* DIRECTIONS
Whenever a line in the following entries includes "Andes", tally it. Report nothing except the final count.

* DATA FOR THE TASK
○ ○ ○ ○ ○ ○ ○

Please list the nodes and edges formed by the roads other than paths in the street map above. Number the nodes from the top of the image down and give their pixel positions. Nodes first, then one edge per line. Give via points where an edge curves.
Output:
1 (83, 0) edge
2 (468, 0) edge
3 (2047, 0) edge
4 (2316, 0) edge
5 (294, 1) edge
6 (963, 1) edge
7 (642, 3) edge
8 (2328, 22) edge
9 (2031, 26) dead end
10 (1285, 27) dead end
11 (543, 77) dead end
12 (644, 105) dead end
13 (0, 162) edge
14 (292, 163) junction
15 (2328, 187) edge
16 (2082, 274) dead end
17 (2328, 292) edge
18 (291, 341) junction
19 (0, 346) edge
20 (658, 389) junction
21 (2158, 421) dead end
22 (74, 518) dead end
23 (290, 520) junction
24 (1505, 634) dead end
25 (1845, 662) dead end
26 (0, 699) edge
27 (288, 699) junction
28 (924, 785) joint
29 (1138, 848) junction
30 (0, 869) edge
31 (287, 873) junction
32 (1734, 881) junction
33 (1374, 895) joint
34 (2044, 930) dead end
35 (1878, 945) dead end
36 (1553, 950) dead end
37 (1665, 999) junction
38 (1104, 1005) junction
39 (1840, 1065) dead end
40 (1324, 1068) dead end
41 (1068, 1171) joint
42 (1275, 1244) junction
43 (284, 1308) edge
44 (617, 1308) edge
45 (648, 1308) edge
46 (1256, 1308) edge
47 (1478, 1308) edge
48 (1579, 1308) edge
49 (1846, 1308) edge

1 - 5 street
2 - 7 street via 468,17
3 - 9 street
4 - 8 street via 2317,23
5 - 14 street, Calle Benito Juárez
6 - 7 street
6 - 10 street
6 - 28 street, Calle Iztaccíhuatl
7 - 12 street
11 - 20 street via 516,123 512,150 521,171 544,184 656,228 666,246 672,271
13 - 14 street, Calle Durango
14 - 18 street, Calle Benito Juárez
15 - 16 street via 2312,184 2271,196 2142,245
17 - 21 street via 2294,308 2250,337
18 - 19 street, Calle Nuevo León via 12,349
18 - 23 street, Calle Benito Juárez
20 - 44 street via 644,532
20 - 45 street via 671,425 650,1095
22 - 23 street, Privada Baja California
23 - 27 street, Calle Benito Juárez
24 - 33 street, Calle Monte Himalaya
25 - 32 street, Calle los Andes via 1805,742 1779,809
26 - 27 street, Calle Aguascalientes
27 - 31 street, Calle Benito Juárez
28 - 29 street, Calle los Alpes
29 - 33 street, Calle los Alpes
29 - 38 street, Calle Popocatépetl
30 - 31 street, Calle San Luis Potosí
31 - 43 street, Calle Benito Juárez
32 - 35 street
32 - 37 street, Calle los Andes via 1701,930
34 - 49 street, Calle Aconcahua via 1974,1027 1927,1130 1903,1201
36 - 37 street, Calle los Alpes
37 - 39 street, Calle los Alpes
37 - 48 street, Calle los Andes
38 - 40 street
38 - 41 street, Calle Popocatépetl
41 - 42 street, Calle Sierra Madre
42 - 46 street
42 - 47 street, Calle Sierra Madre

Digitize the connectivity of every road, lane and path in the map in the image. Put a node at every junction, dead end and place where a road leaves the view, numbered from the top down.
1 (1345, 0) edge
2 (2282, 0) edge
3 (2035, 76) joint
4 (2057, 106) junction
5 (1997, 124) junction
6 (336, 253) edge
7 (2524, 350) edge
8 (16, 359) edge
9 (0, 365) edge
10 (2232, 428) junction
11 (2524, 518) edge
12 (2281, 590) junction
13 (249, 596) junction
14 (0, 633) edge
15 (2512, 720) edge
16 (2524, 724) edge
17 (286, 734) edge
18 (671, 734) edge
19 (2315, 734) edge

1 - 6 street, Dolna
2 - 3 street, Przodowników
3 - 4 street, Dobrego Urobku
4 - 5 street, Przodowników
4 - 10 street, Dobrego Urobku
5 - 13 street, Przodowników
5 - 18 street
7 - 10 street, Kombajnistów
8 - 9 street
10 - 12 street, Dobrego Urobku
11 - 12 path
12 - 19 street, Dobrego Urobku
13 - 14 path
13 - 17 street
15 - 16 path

○ ○ ○ ○ ○ ○ ○

* YOUR SOLUTION
3